The whole game depends on direct realism in the background. Brains and eyes and apples and their causal relationships. Seeing others see with eyes. And so on.
What is observable can be confirmed by observation: no faith required, unless we want to claim that what is observable is real beyond the context of its observability. What logically follows is what logically follows, no faith required unless we want to claim that what logically follows tells us something more than the premises from which it logically follows.

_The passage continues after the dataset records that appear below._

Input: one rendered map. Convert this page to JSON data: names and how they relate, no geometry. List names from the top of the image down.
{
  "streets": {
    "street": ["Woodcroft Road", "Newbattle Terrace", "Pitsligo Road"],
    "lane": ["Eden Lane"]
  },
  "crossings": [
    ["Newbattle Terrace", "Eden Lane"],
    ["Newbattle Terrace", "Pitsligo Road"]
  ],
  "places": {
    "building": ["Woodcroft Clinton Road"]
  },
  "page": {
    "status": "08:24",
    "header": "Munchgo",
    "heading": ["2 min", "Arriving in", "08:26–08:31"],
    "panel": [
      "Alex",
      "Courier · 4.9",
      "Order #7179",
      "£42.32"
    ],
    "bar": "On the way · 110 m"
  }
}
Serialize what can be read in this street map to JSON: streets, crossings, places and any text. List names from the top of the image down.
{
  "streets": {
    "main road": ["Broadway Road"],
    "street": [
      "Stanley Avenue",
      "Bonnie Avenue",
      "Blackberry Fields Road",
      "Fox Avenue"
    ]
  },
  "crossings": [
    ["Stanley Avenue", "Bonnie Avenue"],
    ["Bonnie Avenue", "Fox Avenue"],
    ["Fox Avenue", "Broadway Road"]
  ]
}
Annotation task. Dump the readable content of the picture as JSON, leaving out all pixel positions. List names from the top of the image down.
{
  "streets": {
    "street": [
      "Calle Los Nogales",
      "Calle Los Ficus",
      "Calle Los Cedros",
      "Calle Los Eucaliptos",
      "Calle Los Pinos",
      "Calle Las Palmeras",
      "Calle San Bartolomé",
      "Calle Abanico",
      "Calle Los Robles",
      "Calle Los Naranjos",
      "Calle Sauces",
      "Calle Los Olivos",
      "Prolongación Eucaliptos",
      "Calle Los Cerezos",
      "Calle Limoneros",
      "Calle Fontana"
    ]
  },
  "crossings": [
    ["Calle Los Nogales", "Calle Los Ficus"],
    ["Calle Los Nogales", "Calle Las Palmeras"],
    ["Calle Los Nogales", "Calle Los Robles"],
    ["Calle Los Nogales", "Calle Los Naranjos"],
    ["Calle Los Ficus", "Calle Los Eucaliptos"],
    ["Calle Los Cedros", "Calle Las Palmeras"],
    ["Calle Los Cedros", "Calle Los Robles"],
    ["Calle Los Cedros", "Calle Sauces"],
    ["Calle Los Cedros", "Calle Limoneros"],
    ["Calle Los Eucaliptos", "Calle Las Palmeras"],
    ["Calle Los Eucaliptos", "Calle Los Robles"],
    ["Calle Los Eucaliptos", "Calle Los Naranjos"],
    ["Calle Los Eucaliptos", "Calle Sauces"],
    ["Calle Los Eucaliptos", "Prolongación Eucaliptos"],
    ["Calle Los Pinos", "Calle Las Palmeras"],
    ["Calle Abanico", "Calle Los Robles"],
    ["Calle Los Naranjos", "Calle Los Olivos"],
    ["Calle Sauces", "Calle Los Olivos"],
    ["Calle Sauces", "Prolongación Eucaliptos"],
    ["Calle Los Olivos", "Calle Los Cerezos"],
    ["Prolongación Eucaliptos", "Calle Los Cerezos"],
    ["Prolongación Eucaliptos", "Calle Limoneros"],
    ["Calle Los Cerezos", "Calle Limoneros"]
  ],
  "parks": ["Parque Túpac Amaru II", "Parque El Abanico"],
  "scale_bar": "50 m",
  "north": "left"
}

Please demonstrate to me how you are able to empirically verify that every change has a cause. — Bob Ross
I think in principle, even if the level of mechanisms are different, there is at essence, a reducibility by way of organic chemistry from biological formations to chemical ones. This cannot be said of mental states to its physical components.
— schopenhauer1
I don't see any reason to believe this is true. What makes you think it is? — T Clark
I am not sure your way of seeing about this, but what I am saying is that it may be the case that "emergence" needs "something" for which to "emerge within" (i.e. a point of view). That is to say, assuming there are these "jumps" (which we call "emergent properties"), whence are these properties taking place? We, as the already-observing observer, have the vantage point of "seeing the emergence" but "where" do these "jumps" take place without a point of view? I guess, as another poster used to say, Where is the epistemic cut?. And also, how would that cut take place without an already-existing observer? What does that new enclosure (of the new emergent property) even look like without a vantage point, or point of view already in the equation?.2) Point of view. That is to say, emergence itself has in the background, the fact that there is already an observer of the "emerging". This does get into ideas of "does a tree make a sound if there is no observer", but there is a reason that trope is so well-known. We always take for granted that we have a certain point of view already whereby events are integrated and known.
— schopenhauer1
I don't understand. How is this different in my way of seeing things verses your way?
As it says, that mental events are such a different type of phenomenon, that it would be an abuse of the concept to equate it with the physical correlates without explanation other than "other things in nature work thusly".
— schopenhauer1
I've acknowledged that mental events are different kinds of things than physical, chemical, biological, and neurological events and processes. I think you're saying that those differences mean that the analogy I am making doesn't work. I don't agree. It's like the old SAT questions - chemistry is to biology as neurology is to [X]. Correct answer is C - psychology.